A pouca subtileza do seu jogo enquanto futebolista não se transpôs para o estilo do seu guarda-roupa agora como treinador. Segundo já não é o Morteiro, mas sim o Sir Second Castle, uma tradução quase aristocrática para o seu nome em castelhano.
Mas questionado sobre as suas escolhas de alfaiataria, sempre um nível acima na escala da formalidade a que estamos habituados num jogo de futebol, Segundo Castillo não se espraia demasiado. “Acredito que uma pessoa tem de estar à altura do lugar, nada mais. E por isso trato de deixar uma boa imagem para os meus jogadores e para o público”, sublinhou em entrevista ao jornal equatoriano “Extra”, assegurando que os seus modelitos não são tão caros quanto parecem.
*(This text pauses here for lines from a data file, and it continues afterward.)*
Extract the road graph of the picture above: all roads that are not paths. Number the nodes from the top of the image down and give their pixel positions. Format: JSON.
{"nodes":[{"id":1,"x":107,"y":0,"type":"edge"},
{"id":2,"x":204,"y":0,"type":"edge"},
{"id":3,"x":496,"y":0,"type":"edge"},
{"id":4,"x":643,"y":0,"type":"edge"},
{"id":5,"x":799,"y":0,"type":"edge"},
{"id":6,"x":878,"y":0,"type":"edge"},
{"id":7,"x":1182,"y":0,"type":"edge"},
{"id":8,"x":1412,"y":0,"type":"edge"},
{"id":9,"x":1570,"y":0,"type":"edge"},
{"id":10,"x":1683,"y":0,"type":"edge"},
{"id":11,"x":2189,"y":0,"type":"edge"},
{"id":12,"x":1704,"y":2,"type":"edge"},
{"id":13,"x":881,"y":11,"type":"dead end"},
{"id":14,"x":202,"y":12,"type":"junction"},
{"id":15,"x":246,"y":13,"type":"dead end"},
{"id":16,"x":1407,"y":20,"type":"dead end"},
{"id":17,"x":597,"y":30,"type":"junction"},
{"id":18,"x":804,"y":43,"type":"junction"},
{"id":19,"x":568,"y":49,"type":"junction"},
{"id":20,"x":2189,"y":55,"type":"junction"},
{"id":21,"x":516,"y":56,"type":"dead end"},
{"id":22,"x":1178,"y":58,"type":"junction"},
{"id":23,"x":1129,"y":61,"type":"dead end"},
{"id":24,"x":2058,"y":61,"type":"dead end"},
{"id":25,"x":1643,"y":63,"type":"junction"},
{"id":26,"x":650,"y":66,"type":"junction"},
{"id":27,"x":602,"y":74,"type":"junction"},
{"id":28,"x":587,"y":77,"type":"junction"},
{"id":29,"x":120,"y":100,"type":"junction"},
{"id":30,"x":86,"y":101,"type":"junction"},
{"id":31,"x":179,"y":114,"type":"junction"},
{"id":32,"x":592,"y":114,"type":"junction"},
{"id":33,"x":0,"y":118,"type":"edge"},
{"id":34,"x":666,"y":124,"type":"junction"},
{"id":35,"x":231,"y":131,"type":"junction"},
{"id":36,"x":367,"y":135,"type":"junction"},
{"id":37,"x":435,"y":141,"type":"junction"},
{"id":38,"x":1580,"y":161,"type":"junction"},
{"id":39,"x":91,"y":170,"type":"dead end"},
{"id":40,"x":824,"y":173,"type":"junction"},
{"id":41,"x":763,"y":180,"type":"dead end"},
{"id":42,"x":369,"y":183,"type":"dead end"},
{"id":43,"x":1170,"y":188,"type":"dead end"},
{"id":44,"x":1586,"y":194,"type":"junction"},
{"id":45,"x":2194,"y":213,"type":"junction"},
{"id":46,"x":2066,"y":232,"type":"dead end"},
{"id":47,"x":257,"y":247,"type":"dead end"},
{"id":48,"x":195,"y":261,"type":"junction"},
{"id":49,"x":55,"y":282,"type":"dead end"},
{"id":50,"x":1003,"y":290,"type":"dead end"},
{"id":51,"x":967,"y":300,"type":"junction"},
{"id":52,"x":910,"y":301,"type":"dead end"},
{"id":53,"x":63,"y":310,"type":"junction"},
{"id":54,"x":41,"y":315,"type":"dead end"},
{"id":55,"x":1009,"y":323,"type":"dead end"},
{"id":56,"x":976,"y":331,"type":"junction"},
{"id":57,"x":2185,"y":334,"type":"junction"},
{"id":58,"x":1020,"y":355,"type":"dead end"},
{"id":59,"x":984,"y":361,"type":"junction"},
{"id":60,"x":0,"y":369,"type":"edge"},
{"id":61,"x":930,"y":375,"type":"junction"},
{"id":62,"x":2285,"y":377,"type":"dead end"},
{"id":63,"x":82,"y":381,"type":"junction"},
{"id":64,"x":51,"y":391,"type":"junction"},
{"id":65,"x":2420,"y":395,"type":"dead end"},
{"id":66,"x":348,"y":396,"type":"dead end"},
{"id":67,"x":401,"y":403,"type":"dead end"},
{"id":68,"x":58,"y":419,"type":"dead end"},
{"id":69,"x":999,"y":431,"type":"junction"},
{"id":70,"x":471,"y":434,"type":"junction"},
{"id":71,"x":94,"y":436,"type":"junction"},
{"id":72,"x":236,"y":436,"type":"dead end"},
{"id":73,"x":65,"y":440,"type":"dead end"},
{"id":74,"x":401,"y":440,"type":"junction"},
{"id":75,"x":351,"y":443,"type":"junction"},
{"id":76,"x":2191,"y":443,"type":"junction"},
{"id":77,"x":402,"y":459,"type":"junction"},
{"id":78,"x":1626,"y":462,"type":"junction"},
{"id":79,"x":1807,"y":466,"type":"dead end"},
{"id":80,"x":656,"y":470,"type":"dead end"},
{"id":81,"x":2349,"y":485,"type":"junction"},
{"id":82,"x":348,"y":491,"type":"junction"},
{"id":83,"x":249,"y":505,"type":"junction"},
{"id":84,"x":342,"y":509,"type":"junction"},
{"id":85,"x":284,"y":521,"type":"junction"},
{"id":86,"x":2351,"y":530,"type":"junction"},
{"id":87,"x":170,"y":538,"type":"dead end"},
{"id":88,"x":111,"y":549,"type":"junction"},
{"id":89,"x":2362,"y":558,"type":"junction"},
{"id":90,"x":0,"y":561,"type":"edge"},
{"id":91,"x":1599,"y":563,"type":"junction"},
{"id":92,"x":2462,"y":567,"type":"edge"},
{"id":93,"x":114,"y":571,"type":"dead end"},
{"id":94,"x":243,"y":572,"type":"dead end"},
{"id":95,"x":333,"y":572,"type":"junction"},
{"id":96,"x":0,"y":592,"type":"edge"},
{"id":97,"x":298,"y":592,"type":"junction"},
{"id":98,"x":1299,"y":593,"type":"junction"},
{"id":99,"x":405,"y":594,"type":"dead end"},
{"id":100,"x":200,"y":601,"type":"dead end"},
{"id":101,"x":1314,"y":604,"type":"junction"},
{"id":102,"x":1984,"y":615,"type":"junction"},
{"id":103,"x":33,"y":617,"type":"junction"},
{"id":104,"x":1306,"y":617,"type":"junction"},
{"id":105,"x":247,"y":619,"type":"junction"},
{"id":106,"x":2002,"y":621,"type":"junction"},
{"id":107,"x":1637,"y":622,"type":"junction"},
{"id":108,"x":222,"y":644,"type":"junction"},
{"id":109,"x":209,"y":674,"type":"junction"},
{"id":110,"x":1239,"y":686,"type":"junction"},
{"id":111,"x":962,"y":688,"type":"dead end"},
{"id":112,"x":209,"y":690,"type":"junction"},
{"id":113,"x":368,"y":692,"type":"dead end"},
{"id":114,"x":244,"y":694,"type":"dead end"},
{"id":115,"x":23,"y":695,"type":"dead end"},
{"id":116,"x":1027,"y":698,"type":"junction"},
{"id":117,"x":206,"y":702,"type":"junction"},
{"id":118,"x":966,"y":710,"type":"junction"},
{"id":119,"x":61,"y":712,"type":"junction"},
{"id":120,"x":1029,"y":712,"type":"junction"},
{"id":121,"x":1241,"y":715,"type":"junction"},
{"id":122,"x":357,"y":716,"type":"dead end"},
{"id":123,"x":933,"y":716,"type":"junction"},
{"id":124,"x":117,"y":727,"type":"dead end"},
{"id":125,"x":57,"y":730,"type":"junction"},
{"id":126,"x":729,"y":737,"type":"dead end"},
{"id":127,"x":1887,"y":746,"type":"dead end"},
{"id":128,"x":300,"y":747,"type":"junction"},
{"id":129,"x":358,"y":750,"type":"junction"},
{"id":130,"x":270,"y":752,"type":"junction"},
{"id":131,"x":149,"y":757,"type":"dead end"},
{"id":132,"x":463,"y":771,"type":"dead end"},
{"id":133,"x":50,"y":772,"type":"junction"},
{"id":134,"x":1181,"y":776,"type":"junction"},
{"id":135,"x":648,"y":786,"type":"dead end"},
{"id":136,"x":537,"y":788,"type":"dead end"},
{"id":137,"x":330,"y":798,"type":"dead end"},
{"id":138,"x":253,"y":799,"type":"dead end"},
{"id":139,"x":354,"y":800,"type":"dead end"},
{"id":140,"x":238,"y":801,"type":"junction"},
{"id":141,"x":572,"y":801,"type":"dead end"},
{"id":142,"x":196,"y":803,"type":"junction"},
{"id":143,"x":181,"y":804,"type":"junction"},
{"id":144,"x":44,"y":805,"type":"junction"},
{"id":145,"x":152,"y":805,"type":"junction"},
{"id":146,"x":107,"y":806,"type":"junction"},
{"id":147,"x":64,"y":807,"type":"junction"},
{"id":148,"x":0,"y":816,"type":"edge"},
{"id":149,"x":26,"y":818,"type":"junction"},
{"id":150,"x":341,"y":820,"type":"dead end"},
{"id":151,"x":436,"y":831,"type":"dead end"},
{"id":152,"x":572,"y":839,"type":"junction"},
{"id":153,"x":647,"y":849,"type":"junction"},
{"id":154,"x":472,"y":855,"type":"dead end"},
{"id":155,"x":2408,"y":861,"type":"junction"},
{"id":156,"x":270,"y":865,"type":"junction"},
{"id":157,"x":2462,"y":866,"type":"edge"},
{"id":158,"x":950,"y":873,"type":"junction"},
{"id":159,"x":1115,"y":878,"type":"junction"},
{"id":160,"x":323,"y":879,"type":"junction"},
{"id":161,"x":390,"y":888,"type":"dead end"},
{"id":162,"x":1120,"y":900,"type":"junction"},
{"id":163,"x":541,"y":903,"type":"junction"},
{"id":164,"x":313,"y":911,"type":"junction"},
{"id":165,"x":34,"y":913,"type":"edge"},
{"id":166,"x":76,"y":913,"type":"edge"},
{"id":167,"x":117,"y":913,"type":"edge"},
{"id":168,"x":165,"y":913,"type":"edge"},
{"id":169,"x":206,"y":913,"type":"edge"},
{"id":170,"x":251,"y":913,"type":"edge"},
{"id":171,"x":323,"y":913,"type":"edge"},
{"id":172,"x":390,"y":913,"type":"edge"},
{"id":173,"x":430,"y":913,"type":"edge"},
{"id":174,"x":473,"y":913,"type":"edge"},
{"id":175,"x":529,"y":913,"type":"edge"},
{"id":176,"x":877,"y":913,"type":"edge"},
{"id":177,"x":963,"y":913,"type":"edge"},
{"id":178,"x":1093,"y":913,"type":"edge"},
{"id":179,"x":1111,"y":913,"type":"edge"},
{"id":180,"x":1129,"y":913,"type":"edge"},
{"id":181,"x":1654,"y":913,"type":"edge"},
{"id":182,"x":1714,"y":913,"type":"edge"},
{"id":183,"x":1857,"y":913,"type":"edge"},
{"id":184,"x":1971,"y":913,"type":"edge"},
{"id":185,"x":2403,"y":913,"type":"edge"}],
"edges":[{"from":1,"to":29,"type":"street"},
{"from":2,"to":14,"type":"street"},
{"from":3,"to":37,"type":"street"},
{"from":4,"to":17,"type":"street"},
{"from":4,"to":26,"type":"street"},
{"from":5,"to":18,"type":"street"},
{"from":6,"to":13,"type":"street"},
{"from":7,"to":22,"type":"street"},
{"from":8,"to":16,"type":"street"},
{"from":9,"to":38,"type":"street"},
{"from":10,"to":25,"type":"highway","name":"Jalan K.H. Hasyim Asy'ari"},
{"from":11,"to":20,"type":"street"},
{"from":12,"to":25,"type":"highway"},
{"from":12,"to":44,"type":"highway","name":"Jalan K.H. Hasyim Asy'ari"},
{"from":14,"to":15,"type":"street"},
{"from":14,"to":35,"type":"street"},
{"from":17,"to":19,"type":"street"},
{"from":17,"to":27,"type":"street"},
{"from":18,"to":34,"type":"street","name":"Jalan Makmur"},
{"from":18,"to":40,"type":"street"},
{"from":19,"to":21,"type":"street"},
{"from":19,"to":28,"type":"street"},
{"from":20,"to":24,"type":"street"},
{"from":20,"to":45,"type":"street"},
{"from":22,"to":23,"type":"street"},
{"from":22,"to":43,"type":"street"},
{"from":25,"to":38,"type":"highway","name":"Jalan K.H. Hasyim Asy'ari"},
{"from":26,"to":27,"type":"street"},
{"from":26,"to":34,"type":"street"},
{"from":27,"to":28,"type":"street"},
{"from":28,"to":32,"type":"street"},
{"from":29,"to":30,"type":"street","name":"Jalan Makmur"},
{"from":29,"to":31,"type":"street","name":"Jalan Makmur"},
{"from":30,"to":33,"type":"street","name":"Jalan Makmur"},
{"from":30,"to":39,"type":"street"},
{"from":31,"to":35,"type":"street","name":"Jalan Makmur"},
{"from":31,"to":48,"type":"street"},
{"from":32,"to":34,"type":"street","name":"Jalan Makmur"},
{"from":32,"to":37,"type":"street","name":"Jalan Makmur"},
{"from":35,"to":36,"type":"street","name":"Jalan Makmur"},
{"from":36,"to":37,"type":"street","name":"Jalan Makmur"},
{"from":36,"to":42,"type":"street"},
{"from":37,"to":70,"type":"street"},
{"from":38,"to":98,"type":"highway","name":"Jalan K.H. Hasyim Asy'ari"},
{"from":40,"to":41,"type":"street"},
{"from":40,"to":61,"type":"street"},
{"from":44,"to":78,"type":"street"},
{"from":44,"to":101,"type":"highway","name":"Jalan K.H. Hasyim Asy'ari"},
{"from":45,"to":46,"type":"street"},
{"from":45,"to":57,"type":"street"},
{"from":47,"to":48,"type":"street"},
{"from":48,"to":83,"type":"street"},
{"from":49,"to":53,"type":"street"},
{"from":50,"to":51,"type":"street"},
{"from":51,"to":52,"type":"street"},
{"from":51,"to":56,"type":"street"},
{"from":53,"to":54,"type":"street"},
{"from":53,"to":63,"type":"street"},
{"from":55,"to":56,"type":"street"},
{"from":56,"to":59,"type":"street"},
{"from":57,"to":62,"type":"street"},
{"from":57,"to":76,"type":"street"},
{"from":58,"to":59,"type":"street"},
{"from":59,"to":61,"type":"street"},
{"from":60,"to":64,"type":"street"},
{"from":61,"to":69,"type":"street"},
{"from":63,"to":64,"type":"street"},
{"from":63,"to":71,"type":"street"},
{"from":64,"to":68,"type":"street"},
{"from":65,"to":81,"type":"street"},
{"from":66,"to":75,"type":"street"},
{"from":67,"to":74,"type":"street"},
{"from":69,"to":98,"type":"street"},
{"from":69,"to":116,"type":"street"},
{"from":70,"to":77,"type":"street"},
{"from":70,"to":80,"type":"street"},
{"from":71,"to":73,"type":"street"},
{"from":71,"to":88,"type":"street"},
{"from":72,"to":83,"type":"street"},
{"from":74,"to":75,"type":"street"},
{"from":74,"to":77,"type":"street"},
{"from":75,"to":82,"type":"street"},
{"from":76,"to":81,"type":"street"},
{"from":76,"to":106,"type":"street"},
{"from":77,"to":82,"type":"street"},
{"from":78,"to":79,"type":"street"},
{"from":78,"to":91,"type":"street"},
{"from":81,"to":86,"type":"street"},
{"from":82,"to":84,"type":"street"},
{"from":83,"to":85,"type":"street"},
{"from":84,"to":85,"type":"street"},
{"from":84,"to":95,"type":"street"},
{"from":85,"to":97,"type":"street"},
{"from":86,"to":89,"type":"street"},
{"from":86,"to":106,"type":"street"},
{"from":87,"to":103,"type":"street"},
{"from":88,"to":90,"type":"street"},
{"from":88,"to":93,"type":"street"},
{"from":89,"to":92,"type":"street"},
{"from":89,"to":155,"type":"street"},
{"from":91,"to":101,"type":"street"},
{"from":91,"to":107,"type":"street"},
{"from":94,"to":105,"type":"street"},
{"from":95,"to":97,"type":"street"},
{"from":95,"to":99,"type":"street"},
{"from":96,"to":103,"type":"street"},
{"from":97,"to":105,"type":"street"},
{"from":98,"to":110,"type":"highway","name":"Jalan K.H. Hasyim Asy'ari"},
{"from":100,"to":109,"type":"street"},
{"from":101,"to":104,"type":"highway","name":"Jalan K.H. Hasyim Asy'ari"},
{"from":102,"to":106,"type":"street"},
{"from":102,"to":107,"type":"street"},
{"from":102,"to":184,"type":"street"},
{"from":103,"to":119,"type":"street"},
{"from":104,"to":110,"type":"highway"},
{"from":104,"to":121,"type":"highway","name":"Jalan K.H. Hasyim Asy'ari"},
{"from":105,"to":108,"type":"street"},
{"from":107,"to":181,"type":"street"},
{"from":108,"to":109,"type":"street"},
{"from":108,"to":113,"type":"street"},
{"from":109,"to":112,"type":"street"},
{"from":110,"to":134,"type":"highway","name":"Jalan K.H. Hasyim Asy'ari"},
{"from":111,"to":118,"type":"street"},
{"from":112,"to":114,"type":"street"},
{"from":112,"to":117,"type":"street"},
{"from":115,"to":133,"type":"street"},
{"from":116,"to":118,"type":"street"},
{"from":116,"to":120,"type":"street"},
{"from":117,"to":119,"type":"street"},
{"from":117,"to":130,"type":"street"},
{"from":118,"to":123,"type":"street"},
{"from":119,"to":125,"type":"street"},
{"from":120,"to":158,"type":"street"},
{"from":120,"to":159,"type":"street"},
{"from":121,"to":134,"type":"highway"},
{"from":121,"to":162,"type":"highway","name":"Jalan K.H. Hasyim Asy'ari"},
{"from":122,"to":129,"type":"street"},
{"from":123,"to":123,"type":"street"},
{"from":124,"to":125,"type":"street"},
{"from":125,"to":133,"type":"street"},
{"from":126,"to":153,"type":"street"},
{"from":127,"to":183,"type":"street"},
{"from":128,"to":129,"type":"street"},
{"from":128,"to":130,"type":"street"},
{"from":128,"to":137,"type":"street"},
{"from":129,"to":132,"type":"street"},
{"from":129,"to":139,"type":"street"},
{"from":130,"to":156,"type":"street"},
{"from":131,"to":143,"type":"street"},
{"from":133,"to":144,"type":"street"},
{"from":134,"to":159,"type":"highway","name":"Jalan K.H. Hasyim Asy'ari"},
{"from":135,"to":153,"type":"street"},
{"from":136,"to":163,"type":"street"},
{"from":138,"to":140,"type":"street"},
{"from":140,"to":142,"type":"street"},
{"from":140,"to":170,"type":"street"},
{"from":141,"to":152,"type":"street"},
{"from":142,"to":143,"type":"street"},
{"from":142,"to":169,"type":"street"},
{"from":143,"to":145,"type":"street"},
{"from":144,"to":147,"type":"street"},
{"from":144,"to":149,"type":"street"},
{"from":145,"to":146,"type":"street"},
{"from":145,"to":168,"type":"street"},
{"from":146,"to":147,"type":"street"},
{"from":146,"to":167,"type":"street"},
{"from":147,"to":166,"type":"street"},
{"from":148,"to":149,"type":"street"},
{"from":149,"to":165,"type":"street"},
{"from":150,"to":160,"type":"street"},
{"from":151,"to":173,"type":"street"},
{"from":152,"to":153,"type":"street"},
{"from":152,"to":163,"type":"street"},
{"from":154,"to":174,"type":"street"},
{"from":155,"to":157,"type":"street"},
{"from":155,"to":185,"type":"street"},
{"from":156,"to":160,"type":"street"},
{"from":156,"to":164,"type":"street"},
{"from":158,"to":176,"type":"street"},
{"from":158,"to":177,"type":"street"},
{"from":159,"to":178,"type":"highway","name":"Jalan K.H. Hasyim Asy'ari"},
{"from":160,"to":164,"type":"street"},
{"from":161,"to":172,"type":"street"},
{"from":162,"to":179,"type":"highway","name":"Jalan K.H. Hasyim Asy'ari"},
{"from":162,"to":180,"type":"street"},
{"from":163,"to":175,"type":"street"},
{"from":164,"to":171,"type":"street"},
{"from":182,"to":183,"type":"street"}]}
Ao diário argentino “Olé”, Castillo elaborou um pouco mais, frisando a solenidade com que olha para o momento que o Barcelona SC está a viver e a solenidade com que espera que os jogadores o encarem. “A Libertadores é a nossa Champions League e por isso é preciso estar à altura do torneio. Olhas para os treinadores que estão na Champions e todos estão bem apresentados. Também quero ser competitivo nessa parte, para criar identidade nos nossos jogadores”. Um fato espampanante, afinal, também pode ser uma forma de mind games.
Técnica de motivação
Segundo Castillo não será o treinador com as técnicas mais ortodoxas na hora de levantar o ânimo às tropas. Finalmente escolhido no início desta época como treinador principal do Barcelona SC depois de um par de experiências como interino, o antigo internacional, que também jogou no clube, aposta nas conversas motivacionais, arreigadas na fé que transporta. Elas são ministradas por gente tão diferente como um pastor evangélico ou o lutador do UFC Marlon Vera. A salsa está sempre presente no balneário.
Castillo garante que as suas opções de moda têm também o condão de relaxar os jogadores. “Quando apareço roubo-lhes sempre um sorriso. Tentamos que se libertem um pouco, nem que seja um segundo”, revelou ao “Olé”.
E tem resultado: o Barcelona SC lidera o campeonato equatoriano em igualdade com o Vinotinto, mas com menos dois jogos que o rival. Na Libertadores, depois de passar duas fases de qualificação, é 2.º no Grupo B, com os mesmos quatro pontos do River Plate, com quem empatou em Buenos Aires, um bom resultado face a um dos históricos da América do Sul - onde, no entanto, o jogo demasiado conservador da sua equipa, contrariando o seu fato cor-de-rosa, seria criticado.
A extravagância de Segundo Castillo, diga-se, já ultrapassou as fronteiras do futebol e o equatoriano foi mesmo destaque recente na edição italiana da revista “Vogue”, que, falando da farpela preta e branca que o treinador escolheu para o jogo com o Corinthians, sublinhou o “look elegante e fora do comum”, afirmando mesmo que “nenhum treinador de futebol alguma vez se vestiu assim”. A “Vogue” diz mesmo que Segundo Castillo estaria “perfeito” para assistir à Met Gala, que se realiza em 2025, local privilegiado onde todos os que querem marcar a moda querem estar e que este ano tem como temática “Black Dandy”. Talvez ainda lhe chegue o convite dourado às mãos.